Approval

Sanofi Bioverativ Deal Begins To Pay Dividends With First New Drug Approval

February 08,2022 10:01 AM
- By Admin

The Food and Drug Administration on Friday approved Sanofi's Enjaymo to treat a rare form of anemia 15 months after the regulator rejected the medicine due to manufacturing issues. The French drugmaker said it will begin selling the drug in the U.S. "in coming weeks."

Sanofi set a list price of $1,800 per 1,100 milligram vial, which comes to about $280,000 per year for people weighing less than 75 kilograms. Up to 5,000 people in the U.S. may have the rare illness, which occurs when the immune system attacks and destroys red blood cells.

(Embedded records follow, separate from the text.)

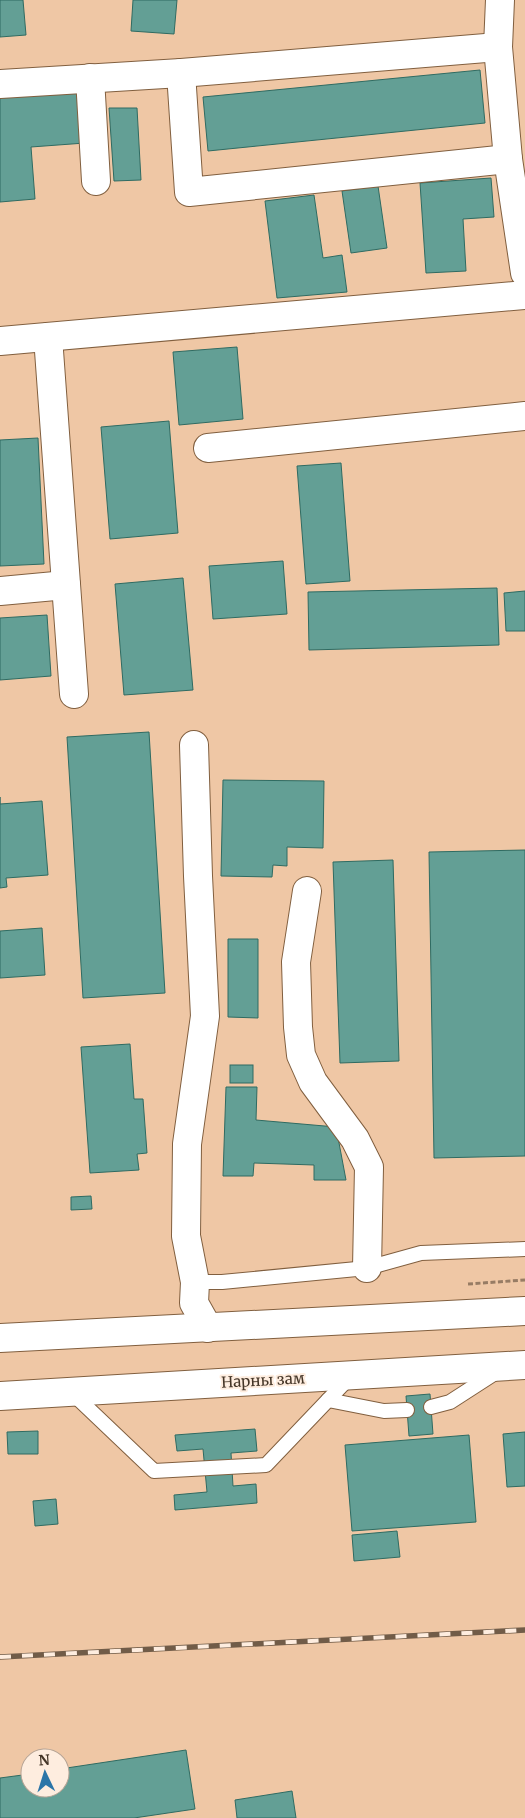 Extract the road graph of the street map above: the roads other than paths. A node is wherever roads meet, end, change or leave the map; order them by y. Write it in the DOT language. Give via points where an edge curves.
graph roads {
  1 [pos="500,0"];
  2 [pos="498,47"];
  3 [pos="181,73"];
  4 [pos="90,78"];
  5 [pos="0,84"];
  6 [pos="515,172"];
  7 [pos="96,181"];
  8 [pos="525,273"];
  9 [pos="525,295"];
  10 [pos="48,337"];
  11 [pos="0,341"];
  12 [pos="525,416"];
  13 [pos="208,448"];
  14 [pos="66,585"];
  15 [pos="0,591"];
  16 [pos="74,694"];
  17 [pos="194,745"];
  18 [pos="306,891"];
  19 [pos="525,1249"];
  20 [pos="367,1268"];
  21 [pos="195,1282"];
  22 [pos="525,1311"];
  23 [pos="208,1328"];
  24 [pos="4,1336"];
  25 [pos="515,1365"];
  26 [pos="352,1375"];
  27 [pos="70,1392"];
  28 [pos="0,1396"];
  29 [pos="328,1400"];
  30 [pos="431,1407"];
  31 [pos="407,1410"];
  1 -- 2 [label="street"];
  2 -- 3 [label="street"];
  2 -- 6 [label="street"];
  3 -- 4 [label="street"];
  3 -- 6 [label="street" via="188,192"];
  4 -- 5 [label="street"];
  4 -- 7 [label="street"];
  6 -- 8 [label="street"];
  9 -- 10 [label="street"];
  10 -- 11 [label="street"];
  10 -- 14 [label="street"];
  12 -- 13 [label="street"];
  14 -- 15 [label="street"];
  14 -- 16 [label="street"];
  17 -- 21 [label="street" via="205,1016 187,1144 186,1236"];
  18 -- 20 [label="street" via="296,962 302,1056 313,1082 355,1139 369,1167"];
  19 -- 20 [label="lane" via="421,1253"];
  20 -- 21 [label="lane"];
  21 -- 23 [label="street" via="194,1303"];
  22 -- 23 [label="street"];
  23 -- 24 [label="street"];
  25 -- 26 [label="street, Нарны зам"];
  25 -- 30 [label="lane" via="450,1402"];
  26 -- 27 [label="street, Нарны зам"];
  26 -- 29 [label="lane"];
  27 -- 28 [label="street, Нарны зам"];
  27 -- 29 [label="lane" via="154,1471 266,1465"];
  29 -- 31 [label="lane" via="384,1411"];
} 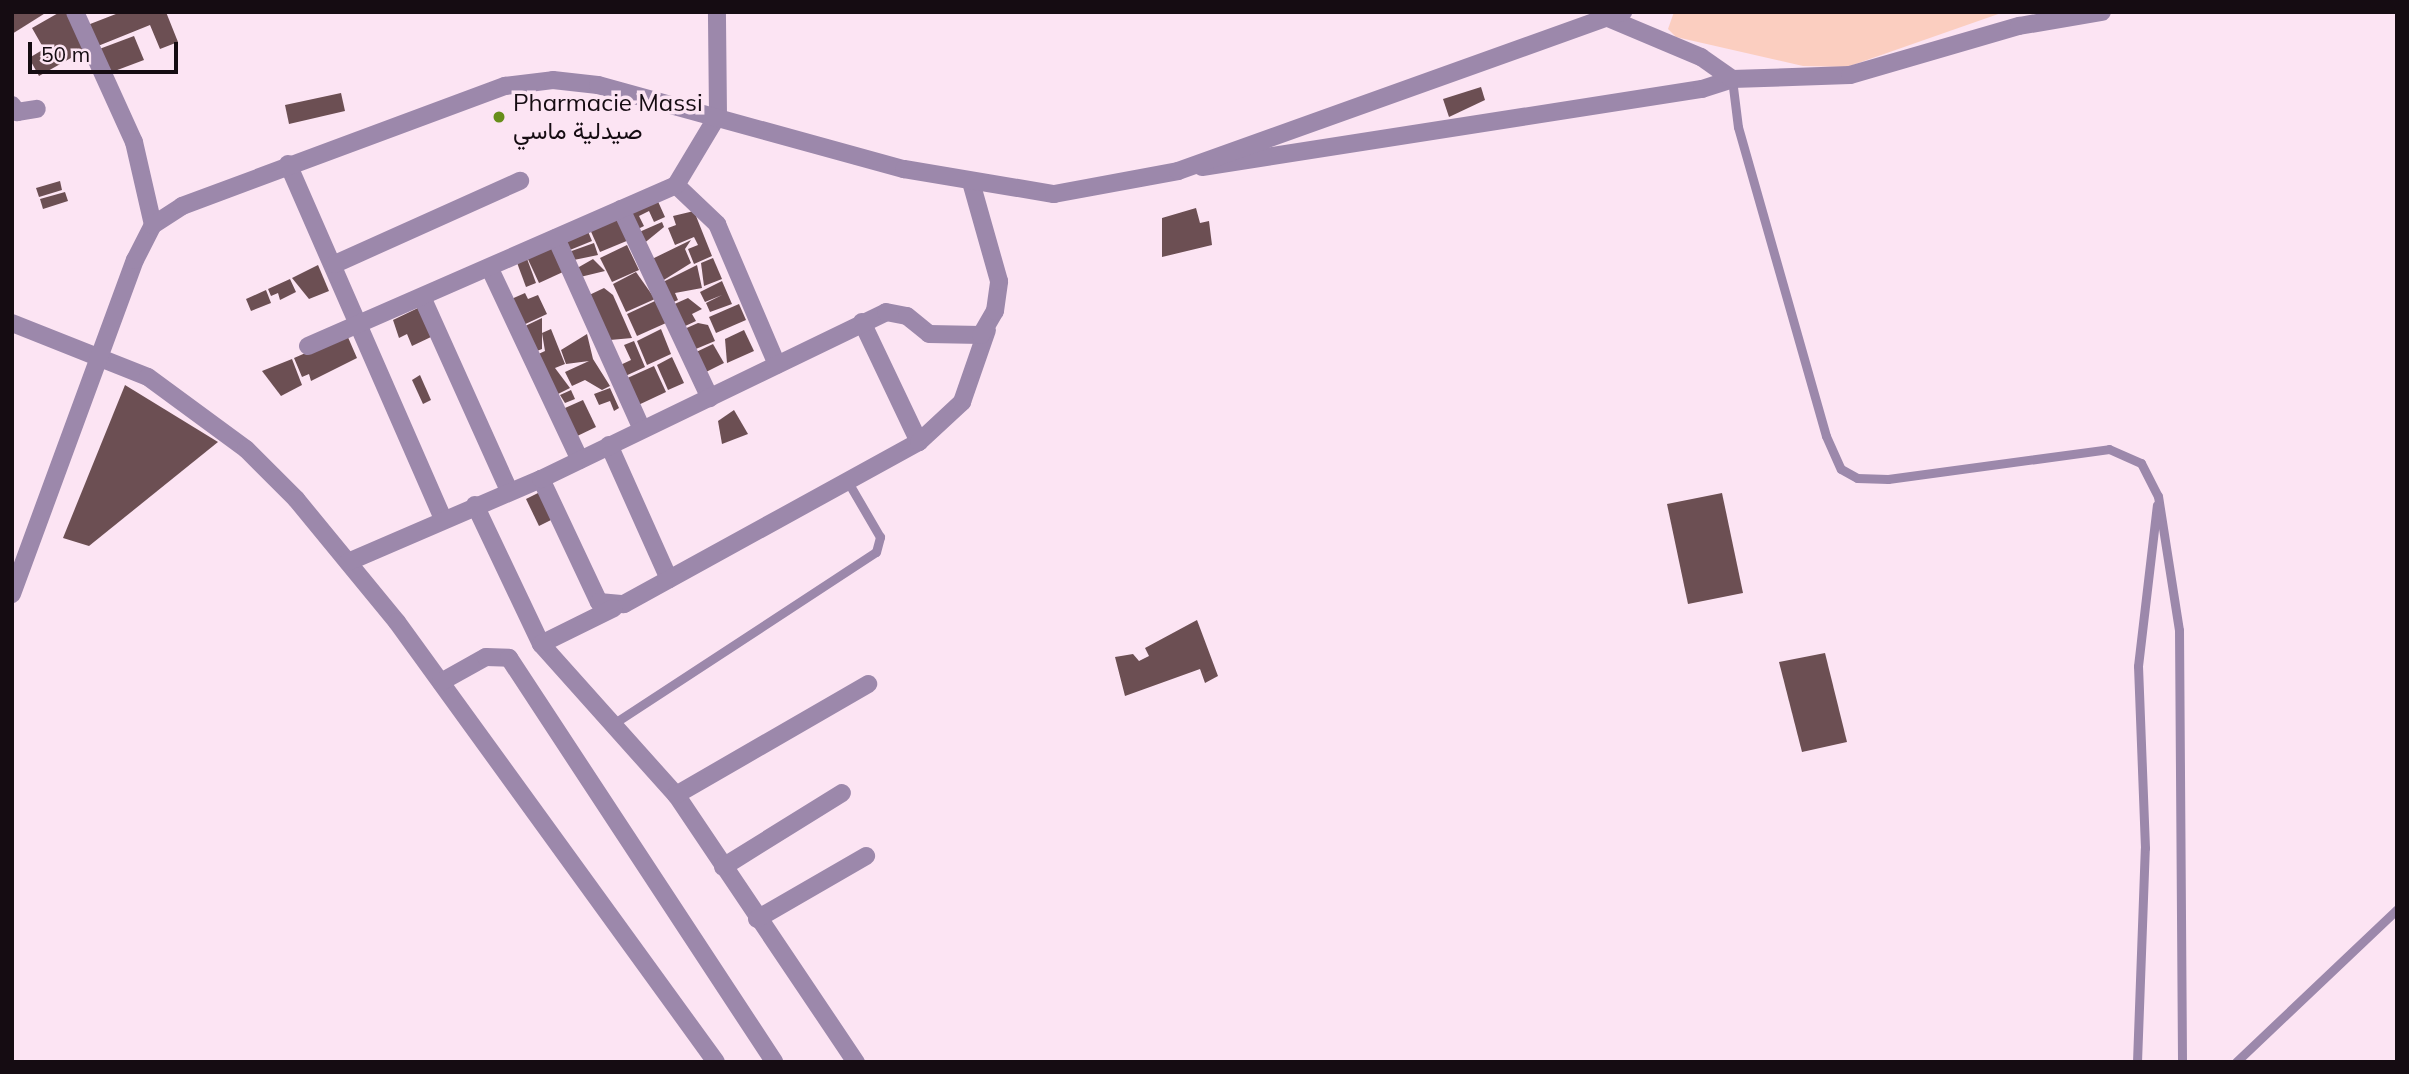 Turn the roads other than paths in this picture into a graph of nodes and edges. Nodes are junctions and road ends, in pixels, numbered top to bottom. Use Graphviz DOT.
graph roads {
  1 [pos="75,12"];
  2 [pos="717,12"];
  3 [pos="2102,12"];
  4 [pos="1616,15"];
  5 [pos="1732,79"];
  6 [pos="37,109"];
  7 [pos="14,111"];
  8 [pos="718,114"];
  9 [pos="288,164"];
  10 [pos="1178,171"];
  11 [pos="520,181"];
  12 [pos="971,182"];
  13 [pos="676,185"];
  14 [pos="621,209"];
  15 [pos="153,225"];
  16 [pos="556,238"];
  17 [pos="335,264"];
  18 [pos="491,269"];
  19 [pos="422,297"];
  20 [pos="862,322"];
  21 [pos="12,323"];
  22 [pos="357,326"];
  23 [pos="987,330"];
  24 [pos="308,346"];
  25 [pos="99,362"];
  26 [pos="776,365"];
  27 [pos="710,398"];
  28 [pos="642,429"];
  29 [pos="919,442"];
  30 [pos="609,445"];
  31 [pos="580,460"];
  32 [pos="541,479"];
  33 [pos="848,482"];
  34 [pos="509,491"];
  35 [pos="2158,496"];
  36 [pos="475,505"];
  37 [pos="443,519"];
  38 [pos="348,562"];
  39 [pos="18,568"];
  40 [pos="669,579"];
  41 [pos="12,594"];
  42 [pos="614,608"];
  43 [pos="541,644"];
  44 [pos="440,682"];
  45 [pos="867,684"];
  46 [pos="613,724"];
  47 [pos="842,793"];
  48 [pos="676,795"];
  49 [pos="866,856"];
  50 [pos="723,867"];
  51 [pos="2397,909"];
  52 [pos="757,919"];
  53 [pos="716,1062"];
  54 [pos="774,1062"];
  55 [pos="856,1062"];
  56 [pos="2137,1062"];
  57 [pos="2182,1062"];
  58 [pos="2236,1062"];
  1 -- 15 [label="street"];
  2 -- 8 [label="street"];
  3 -- 5 [label="street"];
  4 -- 5 [label="street"];
  4 -- 10 [label="street"];
  5 -- 10 [label="street"];
  5 -- 35 [label="lane"];
  6 -- 7 [label="street"];
  8 -- 9 [label="street"];
  8 -- 12 [label="street"];
  8 -- 13 [label="street"];
  9 -- 15 [label="street"];
  9 -- 17 [label="street"];
  10 -- 12 [label="street"];
  11 -- 17 [label="street"];
  12 -- 23 [label="street"];
  13 -- 14 [label="street"];
  13 -- 26 [label="street"];
  14 -- 16 [label="street"];
  14 -- 27 [label="street"];
  15 -- 25 [label="street"];
  16 -- 18 [label="street"];
  16 -- 28 [label="street"];
  17 -- 22 [label="street"];
  18 -- 19 [label="street"];
  18 -- 31 [label="street"];
  19 -- 22 [label="street"];
  19 -- 34 [label="street"];
  20 -- 23 [label="street"];
  20 -- 26 [label="street"];
  20 -- 29 [label="street"];
  21 -- 25 [label="street"];
  22 -- 24 [label="street"];
  22 -- 37 [label="street"];
  23 -- 29 [label="street"];
  25 -- 38 [label="street"];
  25 -- 39 [label="street"];
  26 -- 27 [label="street"];
  27 -- 28 [label="street"];
  28 -- 30 [label="street"];
  29 -- 33 [label="street"];
  30 -- 31 [label="street"];
  30 -- 40 [label="street"];
  31 -- 32 [label="street"];
  32 -- 34 [label="street"];
  32 -- 42 [label="street"];
  33 -- 40 [label="street"];
  33 -- 46 [label="lane"];
  34 -- 36 [label="street"];
  35 -- 56 [label="lane"];
  35 -- 57 [label="lane"];
  36 -- 37 [label="street"];
  36 -- 43 [label="street"];
  37 -- 38 [label="street"];
  38 -- 44 [label="street"];
  39 -- 41 [label="street"];
  40 -- 42 [label="street"];
  42 -- 43 [label="street"];
  43 -- 46 [label="street"];
  44 -- 53 [label="street"];
  44 -- 54 [label="street"];
  45 -- 48 [label="street"];
  46 -- 48 [label="street"];
  47 -- 50 [label="street"];
  48 -- 50 [label="street"];
  49 -- 52 [label="street"];
  50 -- 52 [label="street"];
  51 -- 58 [label="lane"];
  52 -- 55 [label="street"];
}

Enjaymo is the first new drug to emerge from Sanofi's $11 billion acquisition of Bioverativ, a blood disease company spun out of Biogen in 2017. A second experimental drug from that transaction, a long-lasting hemophilia treatment called efanesoctocog alfa, is currently in advanced clinical testing. Sanofi has spent years trying to build a portfolio of rare disease drugs through acquisitions, buying up companies like Genzyme and, more recently, Kadmon and Ablynx. The Bioverativ deal was among those pursuits, giving Sanofi two marketed hemophilia drugs known as Eloctate and Alprolix and other rare disease treatments in various stages of testing.

 

But Bioverativ was facing competitive hurdles when Sanofi acquired it in 2018. Though the French drugmaker touted the growing market for Eloctate and Alprolix, two so-called factor replacement therapies, new hemophilia treatments were moving fast through clinical testing. One drug from Roche, Hemlibra, has become a multi-billion dollar seller. Experimental gene therapies are inching closer to market as well. In 2021 the combined sales of those two drugs shrank to 977 million euros, or about $1.1 billion.

 

Bioverativ is paying dividends for Sanofi in other ways, though. The biotech had a pipeline of blood disease treatments, of which Enjaymo, or sutimlimab, was a part. The condition it treats is called cold agglutinin disease, a rare disease in which antibodies mistakenly tag red blood cells for destruction. The disorder causes shortness of breath, fatigue and anemia because patients can't make enough new red blood cells to replace the old ones.

 

Enjaymo is one of two drugs Bioverativ has been developing for the disorder. The second one, now called SAR445088, is a more convenient version of Enjaymo injected subcutaneously, rather than through intravenous infusions.

 

Bioverativ's experimental hemophilia drugs were a big part of the acquisition, too, especially as treatment for the genetic disorder continues to evolve. Doctors have been seeking to reduce or eliminate infusions of synthetic bleed-preventing clotting factors, either by developing longer-acting synthetic versions or by manipulating the genes to help patients restart production of their own clotting factor.

 

Efanesoctocog alfa is the lead hemophilia treatment from Bioverativ and is now in late-stage development as a once-weekly treatment for hemophilia A, compared with a three-to-five day interval for Eloctate. The deal also gave Sanofi an experimental hemophilia B treatment called BIVV002 that could be delivered through more convenient subcutaneous injections.